Nude photography is a genre that I have been interested in for a long time, I had always wanted to try it and when I did, It came out with some great results. When I was studying my BTEC National Diploma in Photography in College I wanted to do nude's but thought it would be inappropriate for the assignments but in University, for Open Briefs is was the perfect opportunity.  In my first year in my 'Introduction to Photographic Studies' I produced an essay which was about Nude.  I was looking into why the human body has fascinated many photographers and how photography has explored the human form in the nude.  I enjoyed writing this essay, I explored the differences between 'a naked body' and 'nude'.

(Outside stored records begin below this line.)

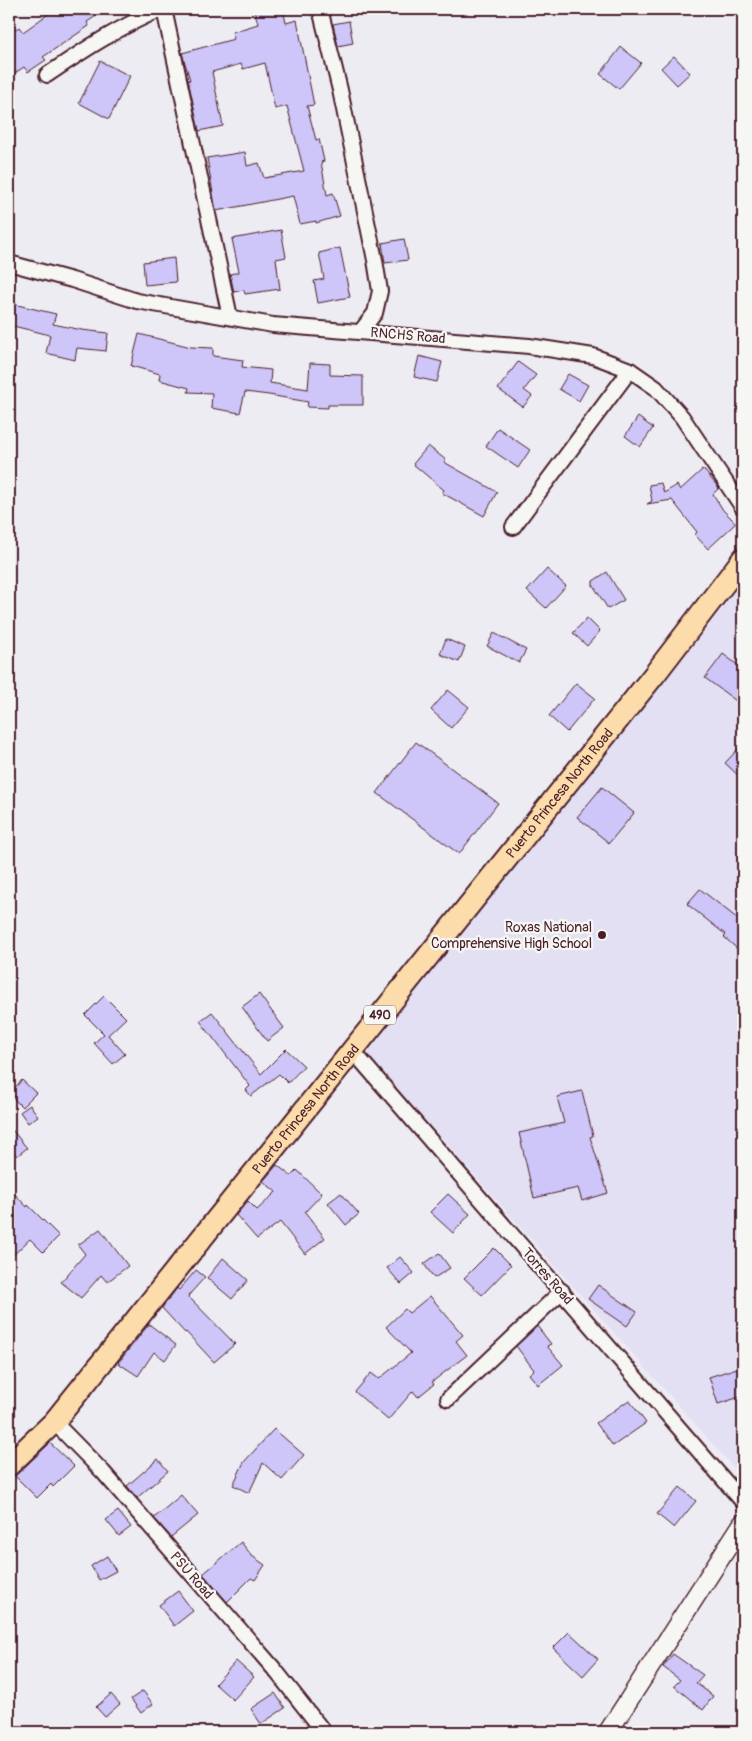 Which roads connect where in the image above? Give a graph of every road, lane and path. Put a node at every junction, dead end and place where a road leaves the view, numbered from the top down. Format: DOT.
graph roads {
  1 [pos="163,9"];
  2 [pos="320,9"];
  3 [pos="47,74"];
  4 [pos="9,263"];
  5 [pos="230,317"];
  6 [pos="360,331"];
  7 [pos="630,370"];
  8 [pos="743,508"];
  9 [pos="513,527"];
  10 [pos="743,559"];
  11 [pos="352,1050"];
  12 [pos="562,1291"];
  13 [pos="448,1399"];
  14 [pos="54,1422"];
  15 [pos="9,1465"];
  16 [pos="743,1502"];
  17 [pos="743,1523"];
  18 [pos="324,1732"];
  19 [pos="608,1732"];
  1 -- 3 [label="street"];
  1 -- 5 [label="street"];
  2 -- 6 [label="street"];
  4 -- 5 [label="street, RNCHS Road"];
  5 -- 6 [label="street, RNCHS Road"];
  6 -- 7 [label="street, RNCHS Road"];
  7 -- 8 [label="street, RNCHS Road"];
  7 -- 9 [label="street"];
  10 -- 11 [label="main road, Puerto Princesa North Road / 490"];
  11 -- 12 [label="street, Torres Road"];
  11 -- 14 [label="main road, Puerto Princesa North Road / 490"];
  12 -- 13 [label="street"];
  12 -- 16 [label="street, Torres Road"];
  14 -- 15 [label="main road, Puerto Princesa North Road / 490"];
  14 -- 18 [label="street, PSU Road"];
  17 -- 19 [label="street"];
} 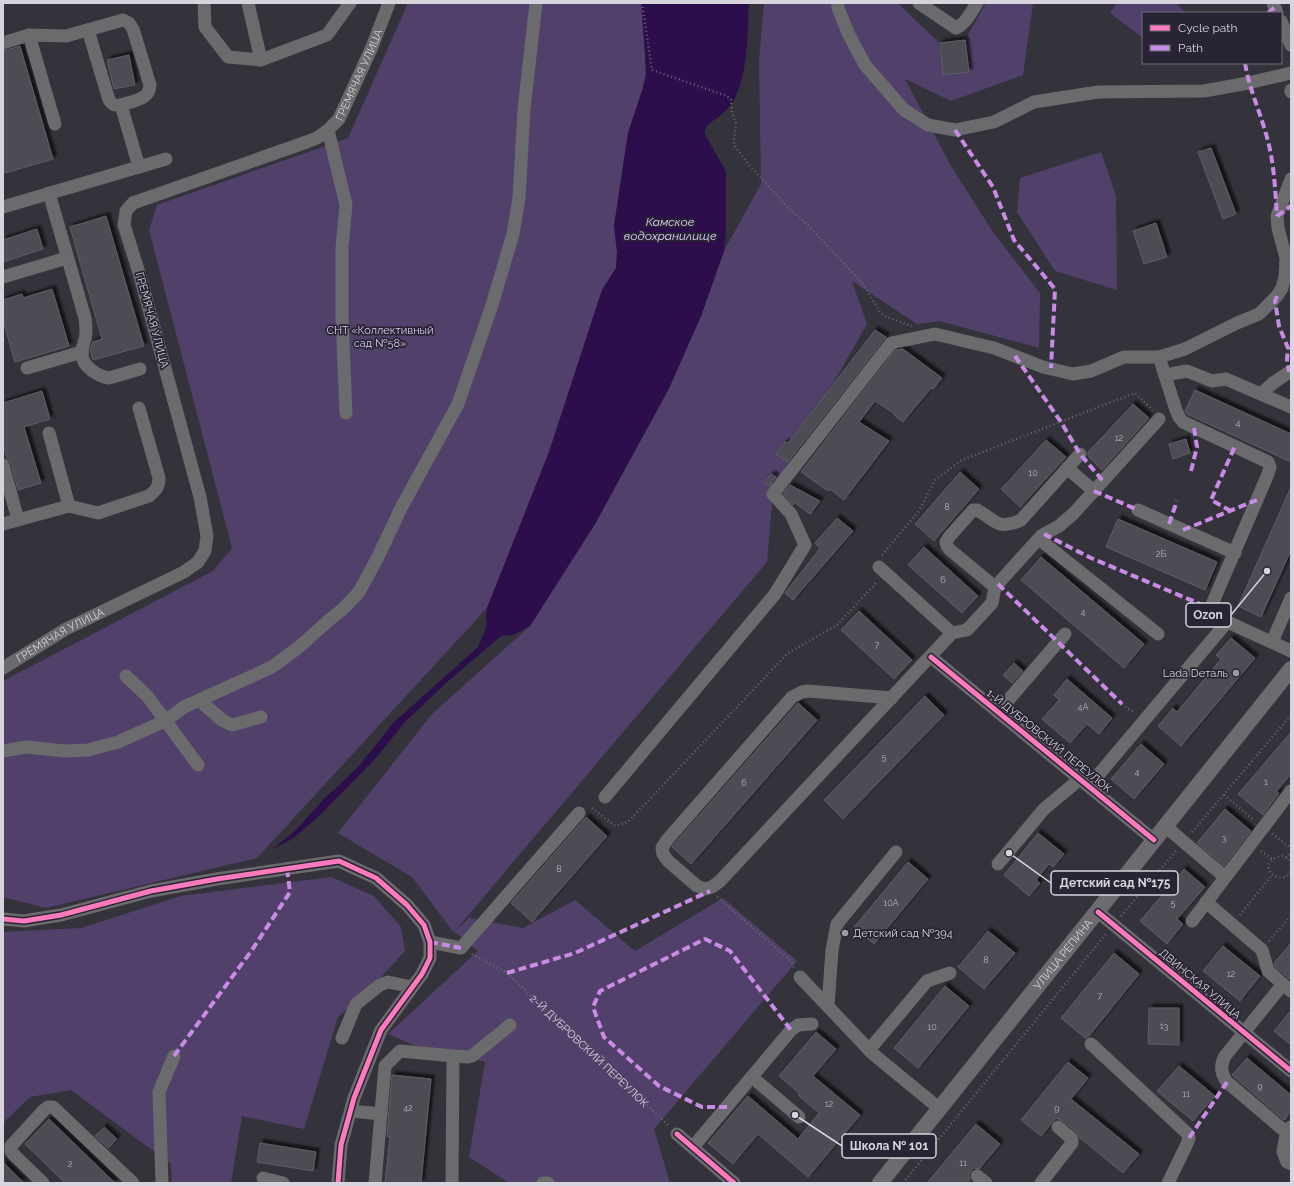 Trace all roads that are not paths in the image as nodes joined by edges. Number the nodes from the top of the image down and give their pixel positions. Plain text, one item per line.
1 (204, 3) edge
2 (248, 3) edge
3 (350, 3) edge
4 (389, 3) edge
5 (536, 3) edge
6 (838, 3) edge
7 (919, 3) edge
8 (977, 3) edge
9 (1273, 3) edge
10 (1278, 12) edge
11 (1282, 24) edge
12 (88, 30) junction
13 (29, 35) junction
14 (3, 43) edge
15 (1291, 46) edge
16 (261, 60) junction
17 (1291, 73) edge
18 (121, 105) junction
19 (55, 124) dead end
20 (328, 130) junction
21 (166, 159) dead end
22 (139, 167) junction
23 (1291, 179) edge
24 (48, 193) junction
25 (3, 207) edge
26 (67, 258) junction
27 (3, 277) edge
28 (82, 352) junction
29 (1159, 357) junction
30 (28, 368) dead end
31 (140, 369) dead end
32 (1291, 371) edge
33 (1165, 375) junction
34 (1261, 394) junction
35 (1291, 407) edge
36 (139, 408) dead end
37 (346, 413) dead end
38 (1158, 416) road end
39 (49, 433) dead end
40 (1080, 454) dead end
41 (3, 465) edge
42 (1066, 468) junction
43 (1094, 491) junction
44 (69, 506) junction
45 (1138, 510) dead end
46 (18, 520) junction
47 (3, 524) edge
48 (1039, 539) junction
49 (1234, 552) junction
50 (879, 567) road end
51 (995, 587) junction
52 (1291, 598) edge
53 (1227, 622) junction
54 (952, 633) junction
55 (1065, 634) dead end
56 (1158, 634) dead end
57 (1272, 642) junction
58 (1291, 651) edge
59 (930, 657) junction
60 (3, 668) edge
61 (1291, 669) edge
62 (126, 676) dead end
63 (892, 698) junction
64 (199, 700) junction
65 (998, 712) junction
66 (261, 717) dead end
67 (165, 721) junction
68 (3, 751) edge
69 (198, 765) dead end
70 (1084, 782) junction
71 (1291, 791) edge
72 (605, 797) dead end
73 (579, 813) road end
74 (1166, 826) junction
75 (1154, 840) junction
76 (896, 852) dead end
77 (998, 864) dead end
78 (1225, 877) junction
79 (1206, 902) junction
80 (1098, 912) junction
81 (3, 919) edge
82 (1192, 921) dead end
83 (430, 942) junction
84 (950, 973) dead end
85 (800, 977) road end
86 (412, 987) junction
87 (1287, 988) edge
88 (828, 1006) junction
89 (510, 1024) dead end
90 (812, 1024) dead end
91 (1244, 1033) junction
92 (342, 1038) dead end
93 (1091, 1044) dead end
94 (869, 1050) junction
95 (174, 1056) dead end
96 (453, 1056) junction
97 (1291, 1071) edge
98 (752, 1077) junction
99 (940, 1109) junction
100 (351, 1111) junction
101 (381, 1114) junction
102 (799, 1118) dead end
103 (1058, 1127) dead end
104 (1289, 1129) edge
105 (677, 1134) road end
106 (693, 1147) junction
107 (1291, 1164) edge
108 (263, 1178) dead end
109 (43, 1183) edge
110 (133, 1183) edge
111 (162, 1183) edge
112 (284, 1183) edge
113 (338, 1183) edge
114 (375, 1183) edge
115 (452, 1183) edge
116 (543, 1183) edge
117 (548, 1183) edge
118 (734, 1183) edge
119 (880, 1183) edge
120 (1041, 1183) edge
121 (1168, 1183) edge

1 - 16 street
2 - 16 street
3 - 16 street
4 - 20 street, ГРЕМЯЧАЯ УЛИЦА
5 - 64 street
6 - 17 street
7 - 8 street
9 - 10 street
11 - 15 street
12 - 13 street
12 - 18 street
12 - 18 street
13 - 14 street
13 - 19 street
18 - 22 street
20 - 37 street
20 - 60 street, ГРЕМЯЧАЯ УЛИЦА
21 - 22 street
22 - 24 street
23 - 29 street
24 - 25 street
24 - 26 street
26 - 27 street
26 - 28 street
28 - 30 street
28 - 31 street
29 - 33 street
29 - 72 street
32 - 34 street
33 - 34 street
33 - 49 street
34 - 35 street
36 - 44 street
38 - 43 street
39 - 44 street
40 - 42 street
41 - 46 street
42 - 43 street
42 - 51 street
43 - 48 street
44 - 46 street
45 - 49 street
46 - 47 street
48 - 51 street
48 - 56 street
49 - 53 street
50 - 54 street
51 - 54 street
52 - 57 street
53 - 57 street
53 - 70 street
54 - 59 street
55 - 65 street
57 - 58 street
59 - 63 street
59 - 65 street, 1-Й ДУБРОВСКИЙ ПЕРЕУЛОК
61 - 74 main road, УЛИЦА РЕПИНА
62 - 67 street
63 - 63 street
64 - 66 street
64 - 67 street
65 - 70 street, 1-Й ДУБРОВСКИЙ ПЕРЕУЛОК
67 - 68 street
67 - 69 street
70 - 75 street, 1-Й ДУБРОВСКИЙ ПЕРЕУЛОК
70 - 77 street
71 - 78 street
73 - 83 street
74 - 75 main road, УЛИЦА РЕПИНА
74 - 78 street
75 - 80 main road, УЛИЦА РЕПИНА
76 - 88 street
78 - 79 street
79 - 82 street
79 - 87 street
80 - 91 street, ДВИНСКАЯ УЛИЦА
80 - 99 main road, УЛИЦА РЕПИНА
81 - 83 street
83 - 86 street
84 - 94 street
85 - 88 street
86 - 92 street
86 - 100 street
87 - 91 street
88 - 94 street
89 - 96 street
90 - 98 street
91 - 97 street, ДВИНСКАЯ УЛИЦА
91 - 104 street
93 - 121 street
94 - 99 street
95 - 111 street
96 - 101 street
96 - 115 street
98 - 102 street
98 - 106 street
99 - 119 main road, УЛИЦА РЕПИНА
100 - 101 street
100 - 113 street
101 - 114 street
103 - 120 street
104 - 107 street
105 - 106 street
106 - 118 street
108 - 112 street
109 - 110 street
116 - 117 street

A simple documentary image of the naked form, even if very beautiful will not look like it is a piece of art on its own, it needs more to make it an art piece, where the body looks appealing, through the skill of the photographic artist.  A quote I used within my essay;
"To be 'naked' is simply to be without clothes, whereas the 'nude' is a form of art" Kenneth Clark, Ways of Seeing.  
Nude is a study that can have so many different sections to it, they way people see it, how it is art or not, nude or naked, eroticism, and more, throughout my essay, I explain all of these and studies of what defines nude and how photography has explored the genre.


This fits in well with my Mixed Media project as I am also researching about the body and the way people see the body/human form.  Both of my projects have such a wide variety of research backgrounds, but I still need to narrow this down into a theme and style for my final ideas.